McNeil silently began to move forward, coming to Williams's body and crouching there. Started patting him down for ammo.

"The teleportation device is working. You're going to need to gather up whatever you can carry. I'm forwarding you the coordinates on the device. And one more thing: I've found a note here. The UAC had apparently feared something like this might happen, and about just a week ago, they secured a top-secret, experimental, ultimately powerful weapon in Hell. In the Halls of the Damned. I'm forwarding you the intel on that as well. They thought it might be useful against whatever mega-creature might be masterminding this invasion."

"Good. Great. Fine." He paused, called up Kelly. "Master Sergeant. We're ready to go. Williams is KIA. Over," he reported morosely.

"Aw, shit." Kelly heaved a long, lethargy-laced sigh. "Well, I guess this is it. All cards on the table time. It's obvious that it's this or nothing, so I'm sending everyone with you. Doctor Fielding and I will remain behind to try and coordinate with anyone that shows up, and wait for you to return, and maybe try to figure out some way to stop this if you fail. I'm loading up Lynch, Miller, Bennet, Pavel, and Jackson, and sending them all to meet you at the teleporter." Kelly paused for a long moment. "Get it done. And come back alive. Out."

Jack looked at Jennifer, at McNeil. They stared grimly back, their faces pale and gaunt, their eyes bloodshot, darkened, haunted.

Silently, the three of them began to head for the teleporter.


They didn't run into much trouble on the way to the teleporter. It seemed that the local forces of Hell had exhausted their immediate supply of living nightmares, which was fine by Jack. He felt like he could sleep for a thousand years.

The teleporter looked smaller, and much more...human, than either of the Anomalies or anything else they'd run into in Hell. Just a simple half-circle of metal sticking upright out of a silvery disc about twelve feet wide.

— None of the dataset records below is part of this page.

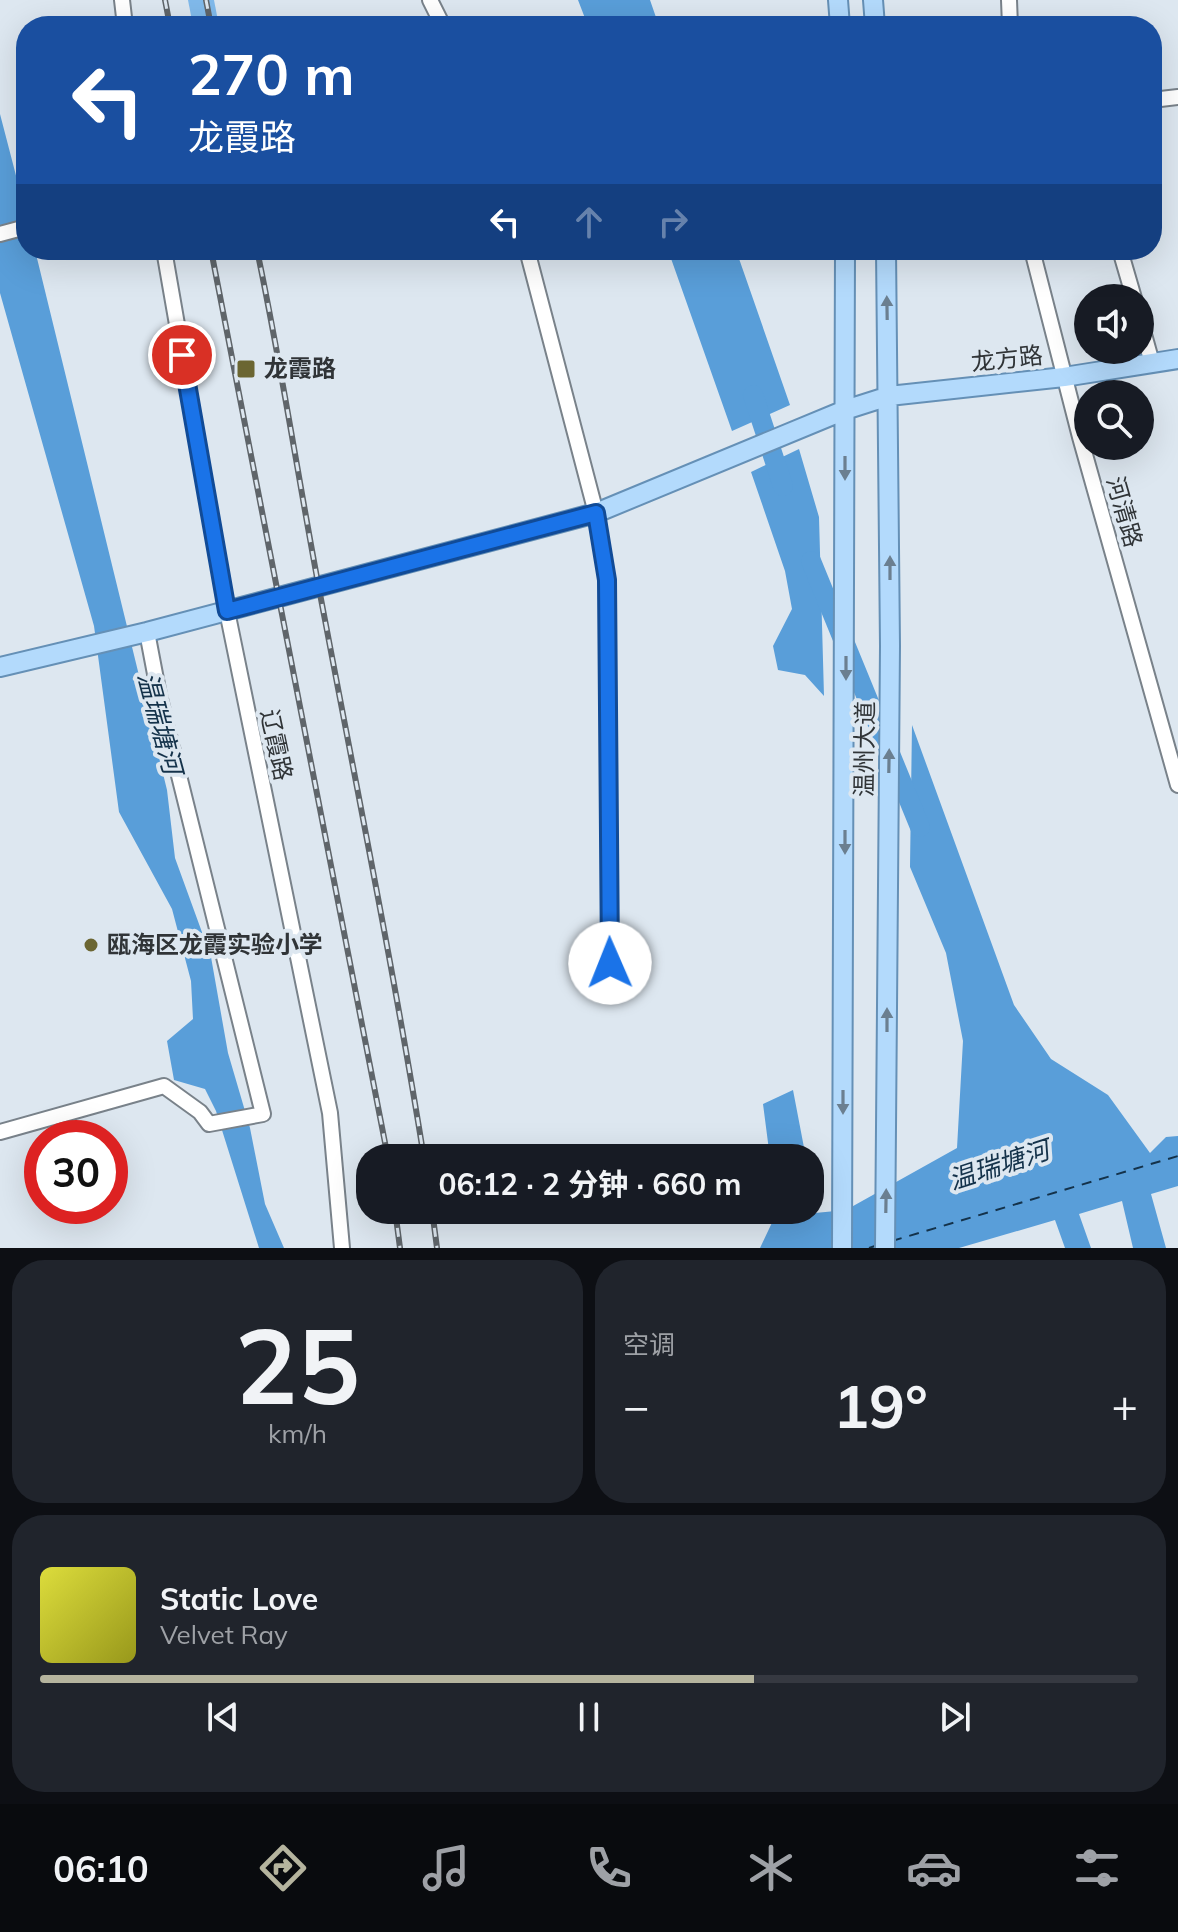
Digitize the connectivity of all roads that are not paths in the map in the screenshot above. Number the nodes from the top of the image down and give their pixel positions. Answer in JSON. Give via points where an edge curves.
{"nodes":[{"id":1,"x":166,"y":260,"type":"edge"},
{"id":2,"x":530,"y":260,"type":"edge"},
{"id":3,"x":845,"y":260,"type":"edge"},
{"id":4,"x":886,"y":260,"type":"edge"},
{"id":5,"x":1035,"y":260,"type":"edge"},
{"id":6,"x":1123,"y":260,"type":"edge"},
{"id":7,"x":1130,"y":284,"type":"edge"},
{"id":8,"x":1178,"y":359,"type":"edge"},
{"id":9,"x":1154,"y":363,"type":"edge"},
{"id":10,"x":1146,"y":364,"type":"edge"},
{"id":11,"x":1064,"y":377,"type":"junction"},
{"id":12,"x":889,"y":396,"type":"junction"},
{"id":13,"x":845,"y":410,"type":"junction"},
{"id":14,"x":596,"y":513,"type":"junction"},
{"id":15,"x":227,"y":611,"type":"junction"},
{"id":16,"x":147,"y":632,"type":"junction"},
{"id":17,"x":0,"y":667,"type":"edge"},
{"id":18,"x":1178,"y":785,"type":"edge"},
{"id":19,"x":610,"y":963,"type":"dead end"},
{"id":20,"x":0,"y":1132,"type":"edge"},
{"id":21,"x":342,"y":1248,"type":"edge"},
{"id":22,"x":842,"y":1248,"type":"edge"},
{"id":23,"x":885,"y":1248,"type":"edge"}],
"edges":[{"from":1,"to":15,"type":"street","name":"辽霞路"},
{"from":2,"to":14,"type":"street"},
{"from":3,"to":13,"type":"main road","name":"温州大道"},
{"from":12,"to":4,"type":"main road","name":"温州大道","one_way":true},
{"from":5,"to":11,"type":"street","name":"河清路"},
{"from":6,"to":7,"type":"street"},
{"from":8,"to":9,"type":"main road","name":"龙方路"},
{"from":10,"to":11,"type":"main road","name":"龙方路"},
{"from":11,"to":12,"type":"main road","name":"龙方路"},
{"from":11,"to":18,"type":"street","name":"河清路"},
{"from":12,"to":13,"type":"main road"},
{"from":23,"to":12,"type":"main road","name":"温州大道","one_way":true},
{"from":13,"to":14,"type":"main road"},
{"from":13,"to":22,"type":"main road","name":"温州大道","one_way":true},
{"from":14,"to":15,"type":"main road"},
{"from":14,"to":19,"type":"street","via":[[607,580]]},
{"from":15,"to":16,"type":"main road"},
{"from":15,"to":21,"type":"street","name":"辽霞路","via":[[330,1113]]},
{"from":16,"to":17,"type":"main road"},
{"from":16,"to":20,"type":"street","via":[[263,1114],[209,1124],[164,1086]]}]}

A flat, shifting curtain of some strange black energy gathered in its center.

Jack stared at each of the survivors, at Jennifer, at the remnants of Bravo Team. Mars City's, and possibly even humanity's, last line of defense. He wanted to say something, and they looked like they expected him to.

He couldn't think of anything.

In the end, he said, "See you on the other side," and stepped through the glowing portal, disappearing into a wall of seething darkness.